● **Exercise objective**
Skipping all images, output the listing word for word.

● **Records for processing**
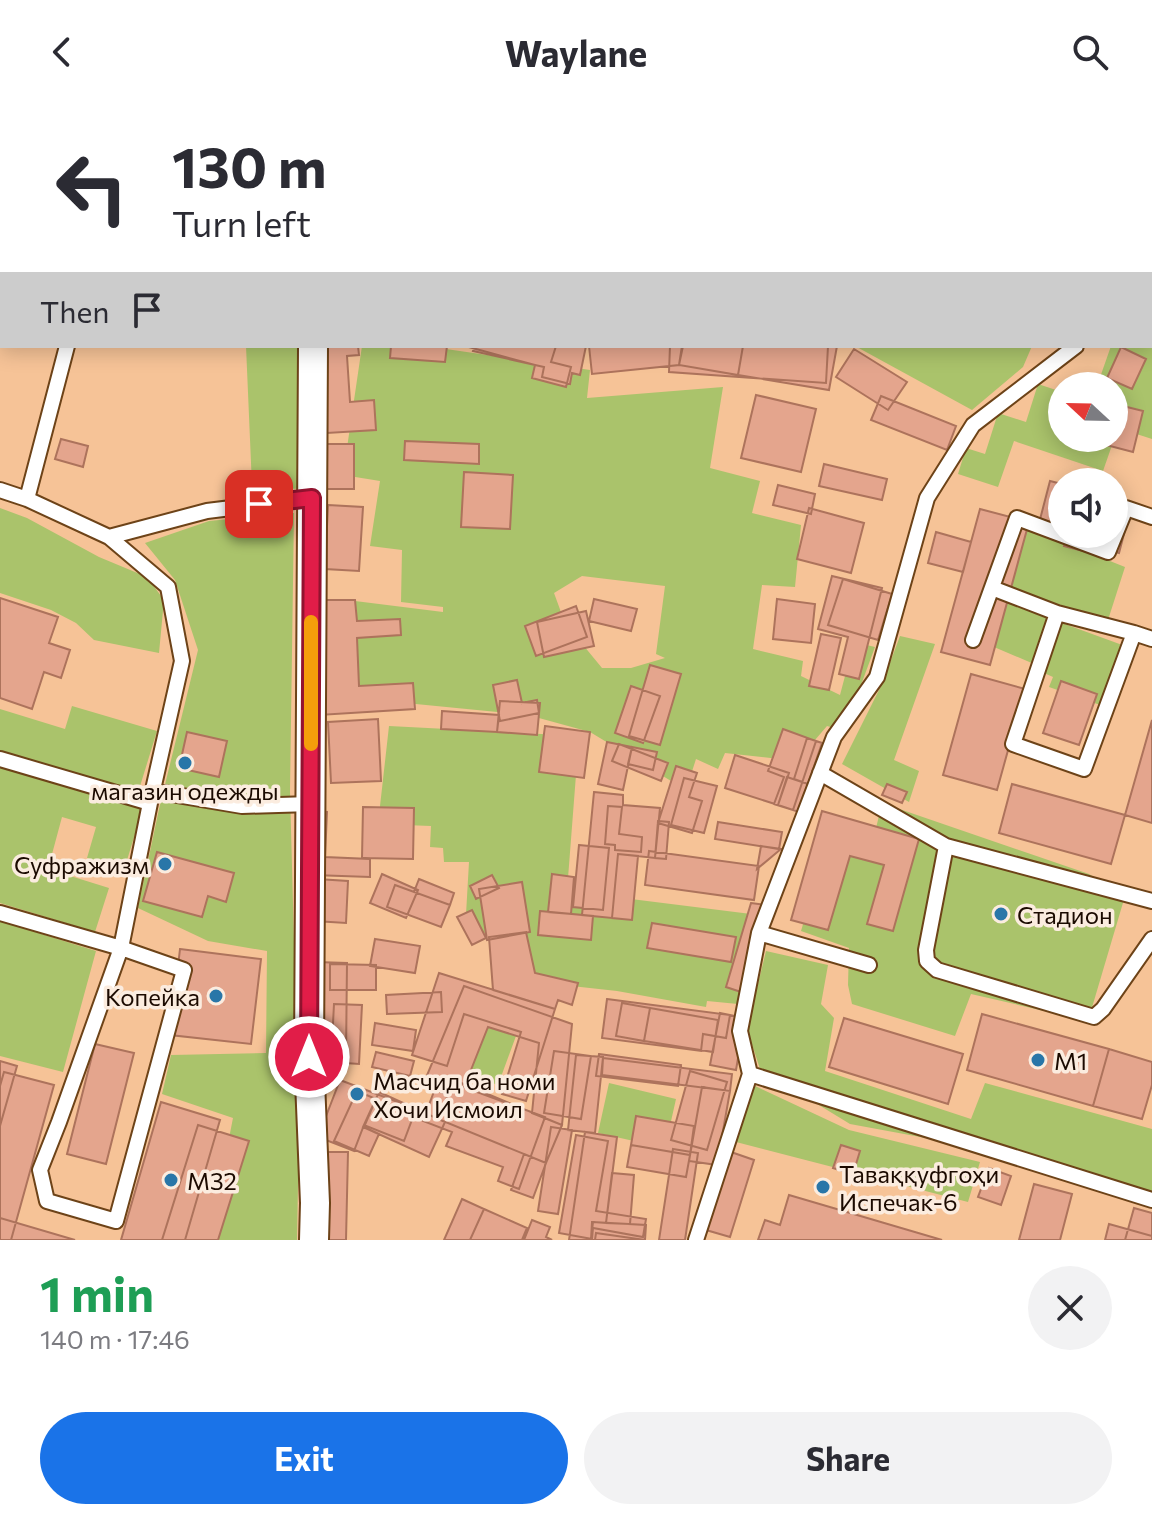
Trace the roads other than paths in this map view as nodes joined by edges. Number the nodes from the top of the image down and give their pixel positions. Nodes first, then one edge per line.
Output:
1 (66, 348) edge
2 (313, 348) edge
3 (1073, 348) edge
4 (0, 490) edge
5 (312, 498) junction
6 (27, 499) junction
7 (1152, 517) edge
8 (109, 537) junction
9 (992, 588) junction
10 (1057, 613) junction
11 (1134, 633) junction
12 (1152, 639) edge
13 (973, 640) dead end
14 (0, 759) edge
15 (820, 773) junction
16 (152, 797) junction
17 (311, 804) junction
18 (946, 846) junction
19 (1152, 901) edge
20 (0, 913) edge
21 (759, 933) junction
22 (1152, 939) edge
23 (121, 948) junction
24 (869, 965) dead end
25 (750, 1074) junction
26 (1152, 1200) edge
27 (314, 1240) edge
28 (696, 1240) edge

1 - 6 lane
2 - 5 street
3 - 15 lane
4 - 6 lane
5 - 8 lane
5 - 17 street
6 - 8 lane
7 - 9 lane
8 - 16 lane
9 - 10 lane
9 - 13 lane
10 - 11 lane
10 - 11 lane
11 - 12 lane
14 - 16 lane
15 - 18 lane
15 - 21 lane
16 - 17 lane
16 - 23 lane
17 - 27 street
18 - 19 lane
18 - 22 lane
20 - 23 lane
21 - 24 lane
21 - 25 lane
23 - 23 lane
25 - 26 lane
25 - 28 lane

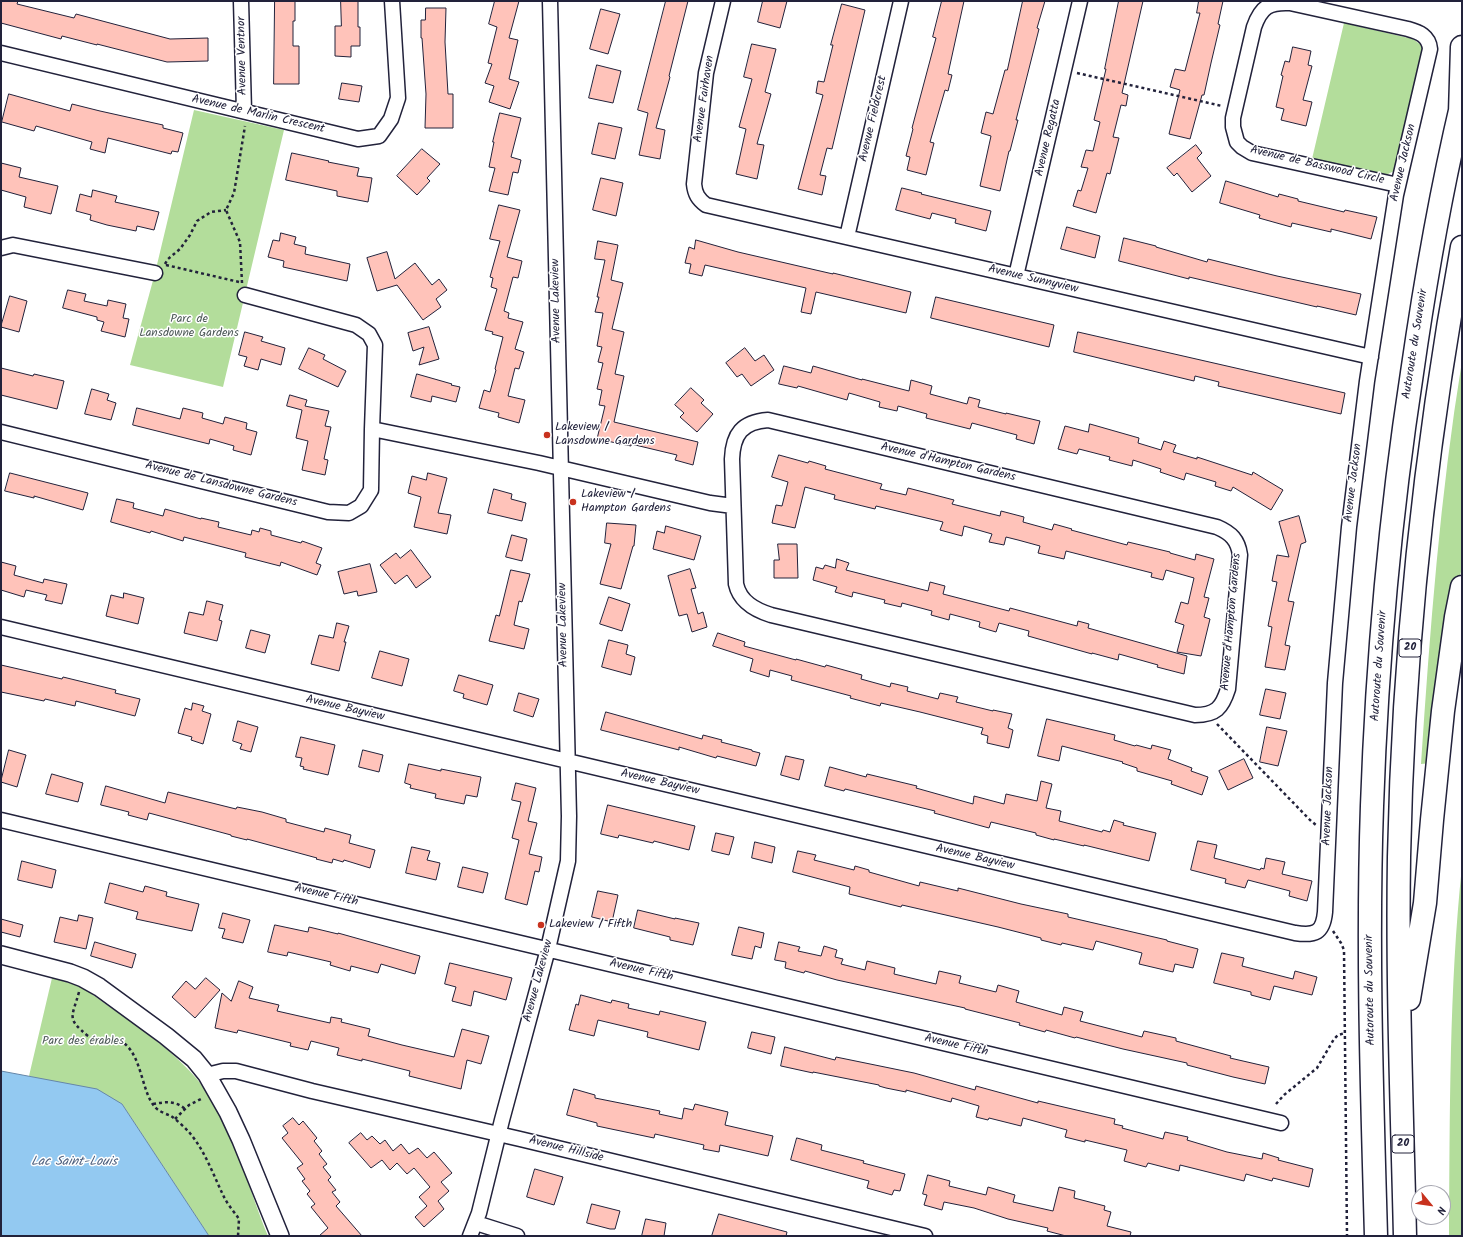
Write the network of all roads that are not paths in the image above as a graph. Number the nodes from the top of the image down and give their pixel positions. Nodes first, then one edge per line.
1 (241, 1) edge
2 (392, 1) edge
3 (550, 1) edge
4 (722, 1) edge
5 (901, 1) edge
6 (1080, 1) edge
7 (1428, 40) joint
8 (1462, 47) edge
9 (1, 53) edge
10 (1461, 108) edge
11 (245, 116) junction
12 (1398, 185) junction
13 (697, 197) joint
14 (847, 237) junction
15 (1462, 247) edge
16 (1, 248) edge
17 (159, 267) road end
18 (1016, 276) junction
19 (245, 287) road end
20 (1370, 357) junction
21 (372, 429) junction
22 (1, 432) edge
23 (561, 467) junction
24 (733, 506) junction
25 (1462, 587) edge
26 (1, 627) edge
27 (568, 761) junction
28 (1, 820) edge
29 (1325, 929) joint
30 (548, 949) junction
31 (1, 955) edge
32 (1401, 1051) junction
33 (207, 1075) junction
34 (1281, 1123) dead end
35 (499, 1134) junction
36 (473, 1230) edge
37 (280, 1236) edge
38 (516, 1236) edge
39 (925, 1236) edge
40 (1376, 1236) edge
41 (1405, 1236) edge

1 - 11 street, Avenue Ventnor
2 - 11 street, Avenue de Marlin Crescent
3 - 23 street, Avenue Lakeview
4 - 13 street, Avenue Fairhaven
5 - 14 street, Avenue Fieldcrest
6 - 18 street, Avenue Regatta
7 - 12 street, Avenue Jackson
7 - 12 street, Avenue de Basswood Circle
8 - 10 highway, Autoroute du Souvenir
9 - 11 street, Avenue de Marlin Crescent
10 - 40 highway, Autoroute du Souvenir
12 - 20 street, Avenue Jackson
13 - 14 street, Avenue Sunnyview
14 - 18 street, Avenue Sunnyview
15 - 32 highway, 20
16 - 17 street
18 - 20 street, Avenue Sunnyview
19 - 21 street, Avenue de Lansdowne Gardens
20 - 29 street, Avenue Jackson
21 - 22 street, Avenue de Lansdowne Gardens
21 - 23 street
23 - 24 street
23 - 27 street, Avenue Lakeview
24 - 24 street, Avenue d'Hampton Gardens
25 - 32 highway
26 - 27 street, Avenue Bayview
27 - 29 street, Avenue Bayview
27 - 30 street, Avenue Lakeview
28 - 30 street, Avenue Fifth
30 - 34 street, Avenue Fifth
30 - 35 street, Avenue Lakeview
31 - 33 street
32 - 41 highway, 20
33 - 35 street, Avenue Hillside
33 - 37 street
35 - 36 street, Avenue Lakeview
35 - 39 street, Avenue Hillside
36 - 38 street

● **Answer section**
Trace the roads other than paths in this map view as nodes joined by edges. Number the nodes from the top of the image down and give their pixel positions. Nodes first, then one edge per line.
Output:
1 (66, 348) edge
2 (313, 348) edge
3 (1073, 348) edge
4 (0, 490) edge
5 (312, 498) junction
6 (27, 499) junction
7 (1152, 517) edge
8 (109, 537) junction
9 (992, 588) junction
10 (1057, 613) junction
11 (1134, 633) junction
12 (1152, 639) edge
13 (973, 640) dead end
14 (0, 759) edge
15 (820, 773) junction
16 (152, 797) junction
17 (311, 804) junction
18 (946, 846) junction
19 (1152, 901) edge
20 (0, 913) edge
21 (759, 933) junction
22 (1152, 939) edge
23 (121, 948) junction
24 (869, 965) dead end
25 (750, 1074) junction
26 (1152, 1200) edge
27 (314, 1240) edge
28 (696, 1240) edge

1 - 6 lane
2 - 5 street
3 - 15 lane
4 - 6 lane
5 - 8 lane
5 - 17 street
6 - 8 lane
7 - 9 lane
8 - 16 lane
9 - 10 lane
9 - 13 lane
10 - 11 lane
10 - 11 lane
11 - 12 lane
14 - 16 lane
15 - 18 lane
15 - 21 lane
16 - 17 lane
16 - 23 lane
17 - 27 street
18 - 19 lane
18 - 22 lane
20 - 23 lane
21 - 24 lane
21 - 25 lane
23 - 23 lane
25 - 26 lane
25 - 28 lane

Write the network of all roads that are not paths in the image above as a graph. Number the nodes from the top of the image down and give their pixel positions. Nodes first, then one edge per line.
1 (241, 1) edge
2 (392, 1) edge
3 (550, 1) edge
4 (722, 1) edge
5 (901, 1) edge
6 (1080, 1) edge
7 (1428, 40) joint
8 (1462, 47) edge
9 (1, 53) edge
10 (1461, 108) edge
11 (245, 116) junction
12 (1398, 185) junction
13 (697, 197) joint
14 (847, 237) junction
15 (1462, 247) edge
16 (1, 248) edge
17 (159, 267) road end
18 (1016, 276) junction
19 (245, 287) road end
20 (1370, 357) junction
21 (372, 429) junction
22 (1, 432) edge
23 (561, 467) junction
24 (733, 506) junction
25 (1462, 587) edge
26 (1, 627) edge
27 (568, 761) junction
28 (1, 820) edge
29 (1325, 929) joint
30 (548, 949) junction
31 (1, 955) edge
32 (1401, 1051) junction
33 (207, 1075) junction
34 (1281, 1123) dead end
35 (499, 1134) junction
36 (473, 1230) edge
37 (280, 1236) edge
38 (516, 1236) edge
39 (925, 1236) edge
40 (1376, 1236) edge
41 (1405, 1236) edge

1 - 11 street, Avenue Ventnor
2 - 11 street, Avenue de Marlin Crescent
3 - 23 street, Avenue Lakeview
4 - 13 street, Avenue Fairhaven
5 - 14 street, Avenue Fieldcrest
6 - 18 street, Avenue Regatta
7 - 12 street, Avenue Jackson
7 - 12 street, Avenue de Basswood Circle
8 - 10 highway, Autoroute du Souvenir
9 - 11 street, Avenue de Marlin Crescent
10 - 40 highway, Autoroute du Souvenir
12 - 20 street, Avenue Jackson
13 - 14 street, Avenue Sunnyview
14 - 18 street, Avenue Sunnyview
15 - 32 highway, 20
16 - 17 street
18 - 20 street, Avenue Sunnyview
19 - 21 street, Avenue de Lansdowne Gardens
20 - 29 street, Avenue Jackson
21 - 22 street, Avenue de Lansdowne Gardens
21 - 23 street
23 - 24 street
23 - 27 street, Avenue Lakeview
24 - 24 street, Avenue d'Hampton Gardens
25 - 32 highway
26 - 27 street, Avenue Bayview
27 - 29 street, Avenue Bayview
27 - 30 street, Avenue Lakeview
28 - 30 street, Avenue Fifth
30 - 34 street, Avenue Fifth
30 - 35 street, Avenue Lakeview
31 - 33 street
32 - 41 highway, 20
33 - 35 street, Avenue Hillside
33 - 37 street
35 - 36 street, Avenue Lakeview
35 - 39 street, Avenue Hillside
36 - 38 street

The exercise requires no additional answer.